Martina è di Bologna e farà venticinque anni a settembre. Si allena nove, anche dodici volte alla settimana, e in pratica vuol dire che arriva a fare bracciate per quasi cento chilometri. Lei è una campionessa di fondo, che del nuoto è la specialità più faticosa perché bisogna stare in acqua ore e ore, per cinque, dieci, anche venticinque chilometri, e bisogna rifocillarsi in gara, stare attenti alle meduse, restare concentrati perché con l'acqua non si scherza mica, e serve una resistenza non comune e la pazienza è ben più di una virtù. Lei e il suo allenatore, Fabio Cuzzani, una volta hanno fatto un calcolo: è venuto fuori che ogni anno Martina nuota quasi quattromila chilometri. «Prima o poi dovrò fare il tagliando, come le auto» ci scherza su lei, che ormai ci è abituata. Ma per noi è qualcosa di straordinario. Quando nuota, nella testa fa partire una play-list di canzoni. Una volta, all'Europeo di Barcellona, si è ritrovata a canticchiarne una di Rihanna una decina di volte. Si sveglia prima delle 7, va in piscina e ci sta fino alle 10.30, e così fa nel pomeriggio per almeno altre due ore e mezza. Due, tre volte alla settimana va anche in palestra. Non è un caso che sia una donna a sopportare il peso di una fatica così grande.

Un'altra è Valeria, mamma, laureata in lingue e letteratura, e affetta da una disfunzione genetica della membrana dei globuli rossi, la sferocitosi. Qualche anno fa stava talmente male, si sentiva così stanca che credeva di impazzire. Allora il marito l'ha costretta ad andare di filato al pronto soccorso, e quel giorno Valeria ha scoperto di essere ammalata. La milza le si era talmente ingrossata che a un certo punto i medici hanno deciso di asportarla: aveva quasi le dimensioni di un neonato, quando l'hanno tolta. Ci sono cose che possono farti perdere la forza di vivere. Oppure farti capire che vale la pena farlo. Farlo davvero. Valeria non si è mai persa d'animo, e dopo cinque mesi ha ripreso a correre. Oggi è tornata ad allenarsi con costanza. Lo fa insieme a Beatrice Brossa, la sua trainer di sempre.

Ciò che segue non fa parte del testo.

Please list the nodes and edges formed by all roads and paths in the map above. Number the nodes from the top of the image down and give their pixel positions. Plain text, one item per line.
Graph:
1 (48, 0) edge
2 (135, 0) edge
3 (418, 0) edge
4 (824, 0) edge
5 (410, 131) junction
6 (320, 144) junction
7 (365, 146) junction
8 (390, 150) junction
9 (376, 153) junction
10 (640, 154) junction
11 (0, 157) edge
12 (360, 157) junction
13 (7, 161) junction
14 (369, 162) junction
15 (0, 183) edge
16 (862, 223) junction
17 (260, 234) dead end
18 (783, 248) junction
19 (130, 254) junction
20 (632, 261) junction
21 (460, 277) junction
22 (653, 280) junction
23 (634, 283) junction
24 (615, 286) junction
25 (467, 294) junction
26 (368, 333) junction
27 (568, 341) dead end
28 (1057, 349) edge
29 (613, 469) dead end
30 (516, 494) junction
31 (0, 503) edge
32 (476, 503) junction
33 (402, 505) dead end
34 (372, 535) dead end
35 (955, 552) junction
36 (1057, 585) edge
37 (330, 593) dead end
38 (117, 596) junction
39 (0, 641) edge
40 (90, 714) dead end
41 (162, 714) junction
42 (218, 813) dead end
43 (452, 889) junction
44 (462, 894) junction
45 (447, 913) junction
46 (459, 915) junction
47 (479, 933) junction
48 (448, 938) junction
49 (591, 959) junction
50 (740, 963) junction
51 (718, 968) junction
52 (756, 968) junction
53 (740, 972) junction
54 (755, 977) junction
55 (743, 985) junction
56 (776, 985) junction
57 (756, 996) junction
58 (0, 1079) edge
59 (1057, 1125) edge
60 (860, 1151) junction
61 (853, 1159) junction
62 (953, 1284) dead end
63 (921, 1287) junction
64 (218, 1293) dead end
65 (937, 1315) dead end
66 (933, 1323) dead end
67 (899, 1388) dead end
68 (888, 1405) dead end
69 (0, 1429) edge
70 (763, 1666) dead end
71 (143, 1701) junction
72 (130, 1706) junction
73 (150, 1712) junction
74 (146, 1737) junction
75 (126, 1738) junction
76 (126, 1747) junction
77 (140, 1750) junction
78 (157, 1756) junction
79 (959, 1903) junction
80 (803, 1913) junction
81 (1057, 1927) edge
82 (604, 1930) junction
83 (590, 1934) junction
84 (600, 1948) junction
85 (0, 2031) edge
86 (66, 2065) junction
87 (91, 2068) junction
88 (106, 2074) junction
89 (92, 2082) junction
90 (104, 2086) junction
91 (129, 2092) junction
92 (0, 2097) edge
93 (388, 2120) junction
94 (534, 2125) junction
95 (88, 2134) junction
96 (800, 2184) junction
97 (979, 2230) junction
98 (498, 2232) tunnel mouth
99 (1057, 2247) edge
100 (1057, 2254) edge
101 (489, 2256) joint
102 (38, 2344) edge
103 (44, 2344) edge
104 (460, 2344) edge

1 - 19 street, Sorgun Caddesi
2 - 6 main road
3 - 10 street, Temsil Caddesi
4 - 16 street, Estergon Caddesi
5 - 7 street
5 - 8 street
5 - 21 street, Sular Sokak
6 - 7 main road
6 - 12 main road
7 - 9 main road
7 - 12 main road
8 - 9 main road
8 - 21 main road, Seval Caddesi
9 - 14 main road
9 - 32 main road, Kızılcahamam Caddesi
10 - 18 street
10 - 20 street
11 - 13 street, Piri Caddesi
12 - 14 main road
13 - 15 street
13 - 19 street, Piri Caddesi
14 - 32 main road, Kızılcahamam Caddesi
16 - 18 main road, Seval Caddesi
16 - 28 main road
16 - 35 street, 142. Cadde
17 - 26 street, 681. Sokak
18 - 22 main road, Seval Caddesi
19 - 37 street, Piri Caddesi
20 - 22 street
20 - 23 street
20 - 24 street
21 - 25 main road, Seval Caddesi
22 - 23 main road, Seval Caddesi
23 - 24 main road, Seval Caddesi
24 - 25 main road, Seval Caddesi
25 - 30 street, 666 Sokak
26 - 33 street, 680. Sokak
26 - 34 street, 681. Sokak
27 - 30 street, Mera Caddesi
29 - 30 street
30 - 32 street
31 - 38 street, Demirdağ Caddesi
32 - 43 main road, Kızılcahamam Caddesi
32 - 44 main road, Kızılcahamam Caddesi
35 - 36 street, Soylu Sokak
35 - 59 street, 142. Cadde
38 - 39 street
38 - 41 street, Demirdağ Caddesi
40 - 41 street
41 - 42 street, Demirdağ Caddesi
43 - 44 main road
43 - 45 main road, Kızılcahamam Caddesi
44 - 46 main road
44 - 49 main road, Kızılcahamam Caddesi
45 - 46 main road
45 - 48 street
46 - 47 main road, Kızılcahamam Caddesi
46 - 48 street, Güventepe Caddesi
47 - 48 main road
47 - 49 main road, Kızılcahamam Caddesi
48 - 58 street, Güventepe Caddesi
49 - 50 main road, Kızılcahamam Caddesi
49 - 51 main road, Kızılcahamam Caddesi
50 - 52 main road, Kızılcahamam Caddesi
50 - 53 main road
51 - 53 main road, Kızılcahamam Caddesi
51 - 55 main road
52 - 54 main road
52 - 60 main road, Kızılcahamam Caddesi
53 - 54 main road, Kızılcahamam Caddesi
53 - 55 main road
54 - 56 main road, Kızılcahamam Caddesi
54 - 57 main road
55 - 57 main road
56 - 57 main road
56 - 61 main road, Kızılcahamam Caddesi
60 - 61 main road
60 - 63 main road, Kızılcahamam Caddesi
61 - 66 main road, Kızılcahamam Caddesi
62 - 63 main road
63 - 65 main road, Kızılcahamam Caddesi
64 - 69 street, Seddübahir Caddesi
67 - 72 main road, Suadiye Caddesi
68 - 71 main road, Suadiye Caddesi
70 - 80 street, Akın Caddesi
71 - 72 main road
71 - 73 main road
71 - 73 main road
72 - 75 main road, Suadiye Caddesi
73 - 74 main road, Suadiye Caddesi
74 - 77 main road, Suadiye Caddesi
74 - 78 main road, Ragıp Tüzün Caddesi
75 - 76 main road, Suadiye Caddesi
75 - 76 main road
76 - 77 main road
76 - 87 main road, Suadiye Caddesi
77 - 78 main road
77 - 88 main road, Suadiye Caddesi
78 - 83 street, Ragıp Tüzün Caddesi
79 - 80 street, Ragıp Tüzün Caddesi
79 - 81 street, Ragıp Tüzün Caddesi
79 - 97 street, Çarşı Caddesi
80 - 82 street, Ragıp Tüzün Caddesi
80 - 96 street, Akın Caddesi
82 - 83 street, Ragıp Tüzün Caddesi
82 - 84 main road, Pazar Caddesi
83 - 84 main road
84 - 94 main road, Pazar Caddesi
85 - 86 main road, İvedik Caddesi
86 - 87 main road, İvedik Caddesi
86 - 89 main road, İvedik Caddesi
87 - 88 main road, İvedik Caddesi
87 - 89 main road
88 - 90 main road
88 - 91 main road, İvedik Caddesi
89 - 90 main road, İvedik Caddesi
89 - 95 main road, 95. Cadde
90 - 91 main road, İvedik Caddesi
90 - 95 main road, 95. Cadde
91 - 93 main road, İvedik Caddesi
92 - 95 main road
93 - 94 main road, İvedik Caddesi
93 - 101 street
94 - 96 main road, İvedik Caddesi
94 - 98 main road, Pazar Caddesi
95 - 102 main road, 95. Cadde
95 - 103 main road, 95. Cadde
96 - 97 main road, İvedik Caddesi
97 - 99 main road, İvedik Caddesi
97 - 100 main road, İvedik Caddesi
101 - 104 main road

Lo fa tredici volte alla settimana, ha una tabella piuttosto rigida da rispettare, ma probabilmente è ben poca cosa rispetto a quando era bambina e giocava all'aria aperta con gli amici, in cortile o in campagna: correva tutto il giorno.

In Italia abbiamo avuto geni come Roberto Baggio o Alberto Tomba, lampi luminosi che hanno acceso la nostra passione per pochi secondi, interi anni. Ma più spesso abbiamo avuto faticatori immensi. Abbiamo avuto Bartali, Pantani, Mennea, l'ultimo della lista è Nibali. Ma ce ne sono tanti, tutti quelli che il talento lo mettono al servizio del sudore. Lo ha fatto anche Daniele Meucci, pisano, un altro stacanovista dello sport, che a ventotto anni ha già due figli e una laurea in ingegneria robotica ed è capace di correre come un airone nel vento. Leggero. Deciso. Prima di passare alla maratona vinceva nei diecimila metri, ma per farlo si allenava tutto il giorno, senza smettere mai di credere nei sogni, e che i sogni sono davvero al traguardo di qualcosa: serve solo una strada da percorrere per poterci arrivare.

Così, mentre la cultura della scorciatoia irrompe sullo schermo della vita quotidiana, ecco sbucare da dietro l'angolo il caro vecchio sacrificio. Ancora lì, a dirci che è più bello mettercela tutta. È stato detto che il genio è un per cento ispirazione e novantanove per cento sudore. Sono loro, sono questi illustri faticatori la perfetta metafora del nostro piccolo, grande Paese. Che vorrebbe, e potrebbe pure. Basterebbe metterci la giusta abnegazione.